Fiji – School Expeditions

Structure of the expedition

The expedition starts in one of the Natewa villages at 4pm on a Sunday.  The students will be staying in homestays for the first two nights in a traditional Fijian village.  On the Monday the group will be participating in a Fijian culture and environment course which gives them an introduction to the natural history and cultural history of the mountains and forests of Fiji.  Training will be given in identification of the important tree species and their uses, the major agricultural crops including taro and kava, the history of the landscape and how to identify some of the common bird calls.

On the Tuesday morning the group will trek up the mountains (approx. 2 hours) to a camp in the heart of the Natewa National Park.  After a week in the national park the group will descend to the coast (2 hrs) and will be based in the Natewa Bay Marine Research Centre for the second week of the expedition.

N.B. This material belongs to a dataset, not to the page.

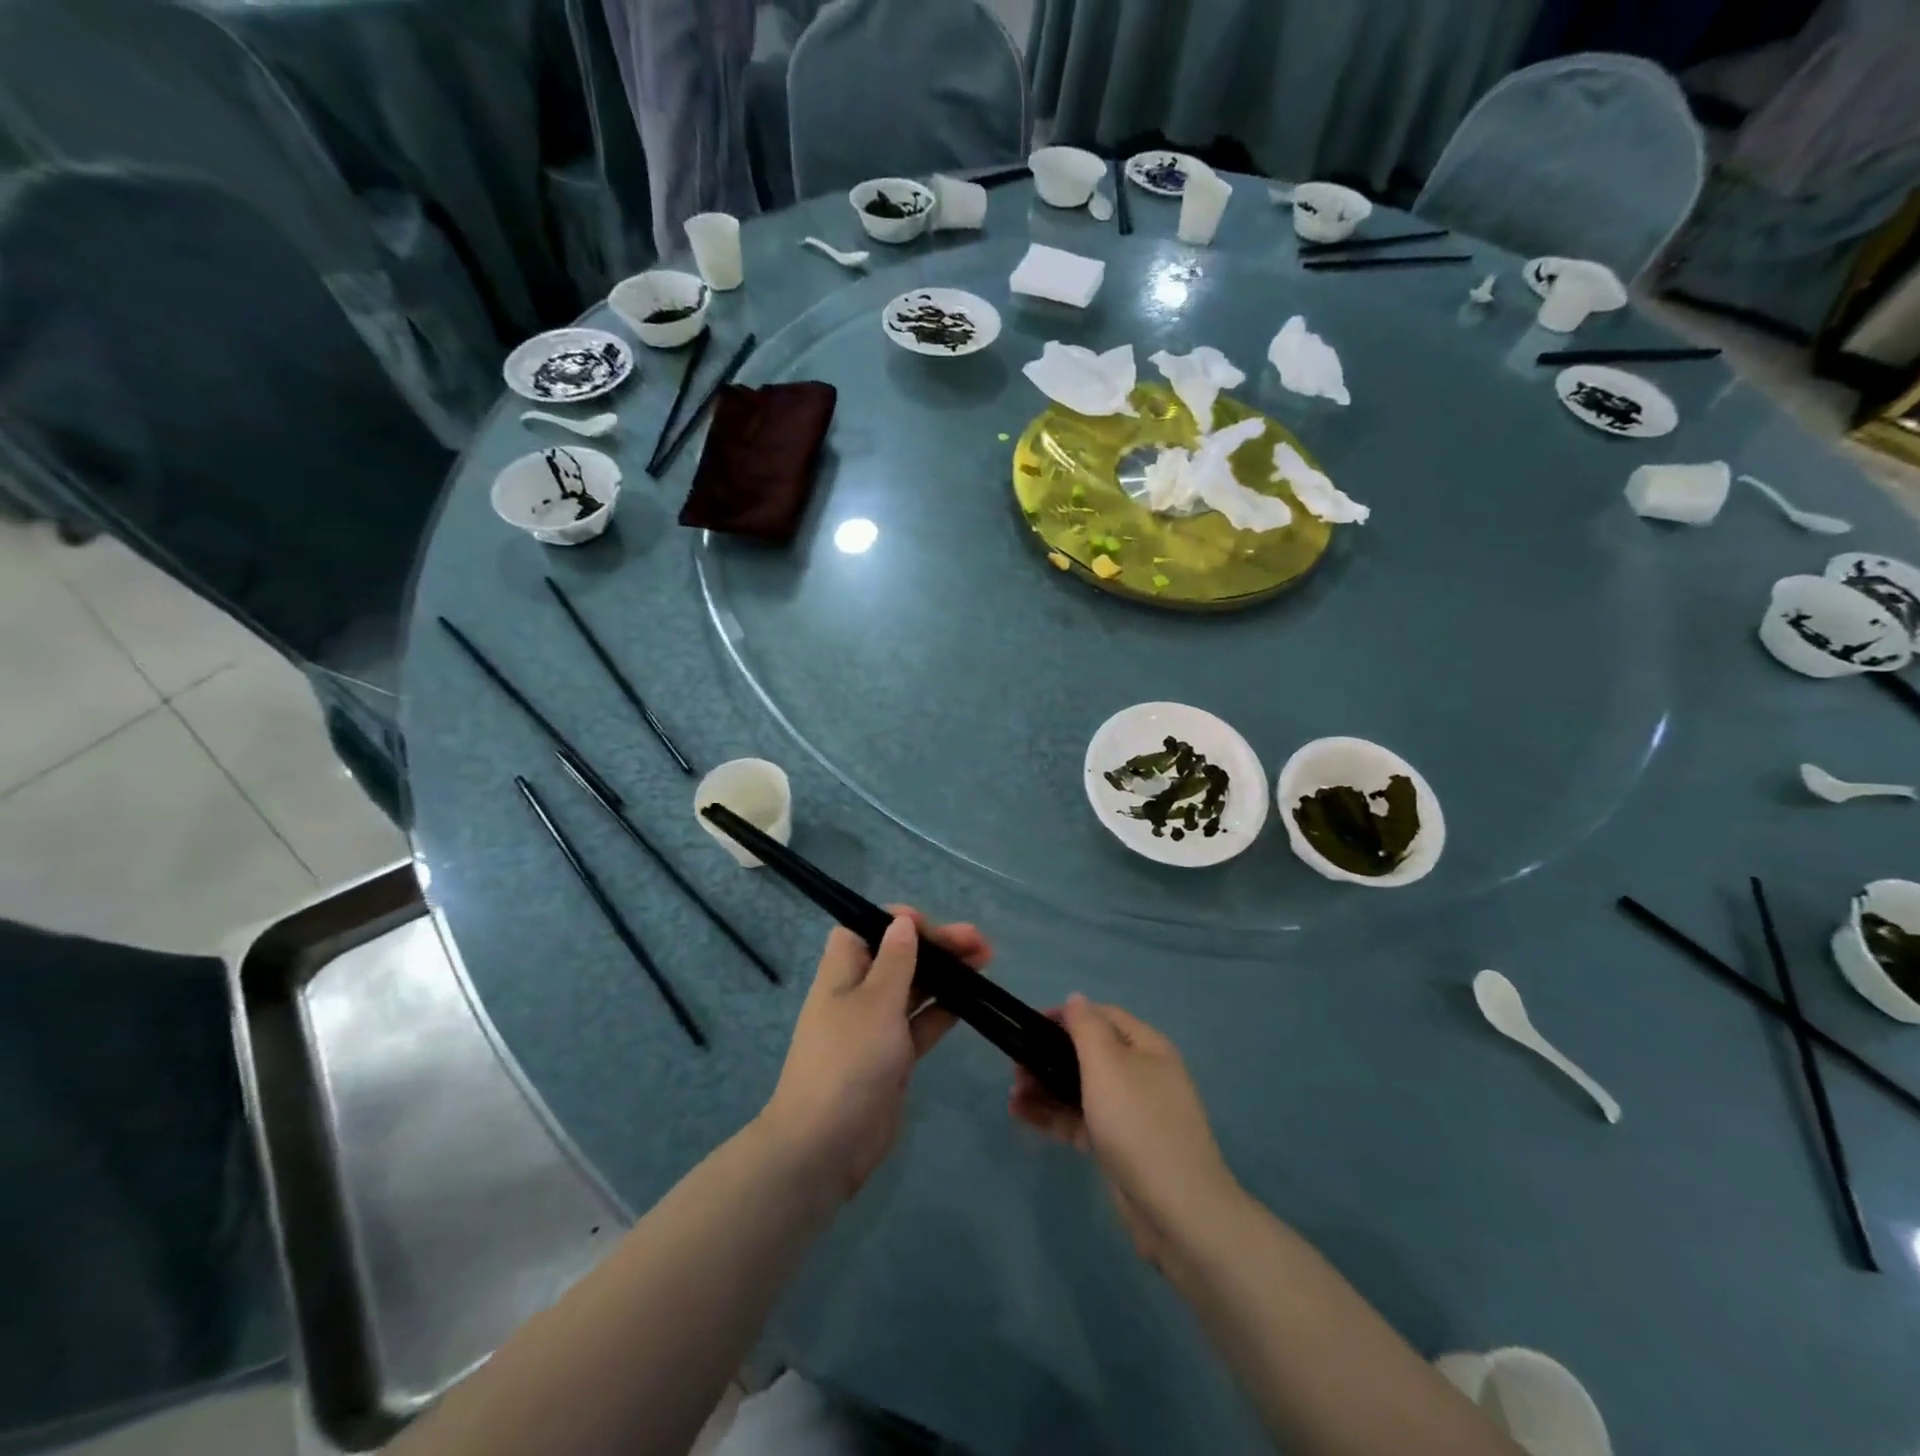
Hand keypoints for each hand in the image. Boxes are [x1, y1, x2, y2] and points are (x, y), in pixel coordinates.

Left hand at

Fiji Schools’ Booklet 2017

Week 1 – Forest week

During their 5 nights in the Natewa National Park the students will complete the following:

  • Forest measurements: Students will be working in teams completing measurements of 20m x 20m quadrats to collect data on the diameter at breast height (DBH) of all woody species, canopy height, quantity of vegetation at different heights from a touch pole, canopy density, evidence of disturbance (e.g. cut stumps) and sapling density.  These data will then be used to calculate carbon levels and degree of disturbance of each of the sites.
  • Arthropod surveys: These surveys are designed to collect as wide a range of invertebrate as possible to help build catalogue lists of these taxa.  Techniques will include sweep netting, use of suction devices, Malaise traps, pit fall traps and light traps.  Students will be involved in setting and emptying these traps and then under supervision will sort the specimens collected into Orders.  The samples will be exported for identification by various international specialists and from genetic bar coding.
  • Bird surveys: Students will be working with an experienced field naturalist completing point count surveys where all birds seen or heard are identified. Mist nets will be used to gather data on under-storey bird communities. In addition, from a bird banding programme taking place in the park, students will be able to access data to derive patterns and trends in breeding, moult patterns, longevity and movement between years.
  • Herpetofauna and mammal surveys: The surveys for herpetofauna will be done from standard timed searches along transects and pitfall traps with drift fences.  After dark amphibian species will be surveyed using spotlights.  Species will be identified and GPS coordinates taken.  In addition small mammal trapping will be used to determine the distribution of invasive mongoose species.
  • Bat surveys: In the evenings students will be helping with mist net surveys to determine bat communities. How captured bats are removed, handled, identified and morphometric measurements recorded will be demonstrated.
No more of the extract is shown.